_Prompt_
Copy out every entry precisely.

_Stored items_
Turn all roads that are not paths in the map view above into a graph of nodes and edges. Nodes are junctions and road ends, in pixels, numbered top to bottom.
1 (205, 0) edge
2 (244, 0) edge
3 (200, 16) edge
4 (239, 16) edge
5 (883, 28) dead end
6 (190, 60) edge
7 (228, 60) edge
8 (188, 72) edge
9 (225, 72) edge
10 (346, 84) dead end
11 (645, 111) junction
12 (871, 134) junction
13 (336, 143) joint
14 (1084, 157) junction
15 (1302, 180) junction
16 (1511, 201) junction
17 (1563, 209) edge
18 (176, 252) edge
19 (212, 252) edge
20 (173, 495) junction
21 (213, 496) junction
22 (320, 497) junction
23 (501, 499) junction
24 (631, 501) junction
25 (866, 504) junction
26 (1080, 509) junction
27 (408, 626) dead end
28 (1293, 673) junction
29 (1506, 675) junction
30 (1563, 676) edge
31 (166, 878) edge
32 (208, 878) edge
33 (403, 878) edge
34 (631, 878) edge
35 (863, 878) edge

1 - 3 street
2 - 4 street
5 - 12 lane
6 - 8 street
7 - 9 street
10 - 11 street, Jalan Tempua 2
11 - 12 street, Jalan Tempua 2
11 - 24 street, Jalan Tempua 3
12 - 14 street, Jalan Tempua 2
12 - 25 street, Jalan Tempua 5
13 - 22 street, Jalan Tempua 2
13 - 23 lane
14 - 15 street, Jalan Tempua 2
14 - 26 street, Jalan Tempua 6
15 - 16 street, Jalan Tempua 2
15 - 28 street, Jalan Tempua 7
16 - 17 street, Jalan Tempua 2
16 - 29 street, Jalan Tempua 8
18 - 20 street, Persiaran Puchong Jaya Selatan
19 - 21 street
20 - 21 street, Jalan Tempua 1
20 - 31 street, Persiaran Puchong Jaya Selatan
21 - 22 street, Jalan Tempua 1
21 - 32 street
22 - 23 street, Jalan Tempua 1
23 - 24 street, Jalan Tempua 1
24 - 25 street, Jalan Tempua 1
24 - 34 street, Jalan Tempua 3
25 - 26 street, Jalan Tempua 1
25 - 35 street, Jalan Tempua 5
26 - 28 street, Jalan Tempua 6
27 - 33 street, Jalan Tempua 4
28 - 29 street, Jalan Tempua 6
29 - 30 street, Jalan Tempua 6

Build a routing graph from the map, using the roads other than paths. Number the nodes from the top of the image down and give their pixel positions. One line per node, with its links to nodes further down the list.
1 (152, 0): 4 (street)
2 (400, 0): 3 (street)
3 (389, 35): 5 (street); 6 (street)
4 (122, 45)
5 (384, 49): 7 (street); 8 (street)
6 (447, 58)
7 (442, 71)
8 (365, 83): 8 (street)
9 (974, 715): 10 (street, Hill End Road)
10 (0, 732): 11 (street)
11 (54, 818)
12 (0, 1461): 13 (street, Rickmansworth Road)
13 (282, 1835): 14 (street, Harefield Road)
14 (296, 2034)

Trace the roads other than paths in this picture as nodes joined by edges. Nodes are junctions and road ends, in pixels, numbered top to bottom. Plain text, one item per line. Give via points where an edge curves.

_Answer section_
Turn all roads that are not paths in the map view above into a graph of nodes and edges. Nodes are junctions and road ends, in pixels, numbered top to bottom.
1 (205, 0) edge
2 (244, 0) edge
3 (200, 16) edge
4 (239, 16) edge
5 (883, 28) dead end
6 (190, 60) edge
7 (228, 60) edge
8 (188, 72) edge
9 (225, 72) edge
10 (346, 84) dead end
11 (645, 111) junction
12 (871, 134) junction
13 (336, 143) joint
14 (1084, 157) junction
15 (1302, 180) junction
16 (1511, 201) junction
17 (1563, 209) edge
18 (176, 252) edge
19 (212, 252) edge
20 (173, 495) junction
21 (213, 496) junction
22 (320, 497) junction
23 (501, 499) junction
24 (631, 501) junction
25 (866, 504) junction
26 (1080, 509) junction
27 (408, 626) dead end
28 (1293, 673) junction
29 (1506, 675) junction
30 (1563, 676) edge
31 (166, 878) edge
32 (208, 878) edge
33 (403, 878) edge
34 (631, 878) edge
35 (863, 878) edge

1 - 3 street
2 - 4 street
5 - 12 lane
6 - 8 street
7 - 9 street
10 - 11 street, Jalan Tempua 2
11 - 12 street, Jalan Tempua 2
11 - 24 street, Jalan Tempua 3
12 - 14 street, Jalan Tempua 2
12 - 25 street, Jalan Tempua 5
13 - 22 street, Jalan Tempua 2
13 - 23 lane
14 - 15 street, Jalan Tempua 2
14 - 26 street, Jalan Tempua 6
15 - 16 street, Jalan Tempua 2
15 - 28 street, Jalan Tempua 7
16 - 17 street, Jalan Tempua 2
16 - 29 street, Jalan Tempua 8
18 - 20 street, Persiaran Puchong Jaya Selatan
19 - 21 street
20 - 21 street, Jalan Tempua 1
20 - 31 street, Persiaran Puchong Jaya Selatan
21 - 22 street, Jalan Tempua 1
21 - 32 street
22 - 23 street, Jalan Tempua 1
23 - 24 street, Jalan Tempua 1
24 - 25 street, Jalan Tempua 1
24 - 34 street, Jalan Tempua 3
25 - 26 street, Jalan Tempua 1
25 - 35 street, Jalan Tempua 5
26 - 28 street, Jalan Tempua 6
27 - 33 street, Jalan Tempua 4
28 - 29 street, Jalan Tempua 6
29 - 30 street, Jalan Tempua 6

Build a routing graph from the map, using the roads other than paths. Number the nodes from the top of the image down and give their pixel positions. One line per node, with its links to nodes further down the list.
1 (152, 0): 4 (street)
2 (400, 0): 3 (street)
3 (389, 35): 5 (street); 6 (street)
4 (122, 45)
5 (384, 49): 7 (street); 8 (street)
6 (447, 58)
7 (442, 71)
8 (365, 83): 8 (street)
9 (974, 715): 10 (street, Hill End Road)
10 (0, 732): 11 (street)
11 (54, 818)
12 (0, 1461): 13 (street, Rickmansworth Road)
13 (282, 1835): 14 (street, Harefield Road)
14 (296, 2034)

Trace the roads other than paths in this picture as nodes joined by edges. Nodes are junctions and road ends, in pixels, numbered top to bottom. Plain text, one item per line. Give via points where an edge curves.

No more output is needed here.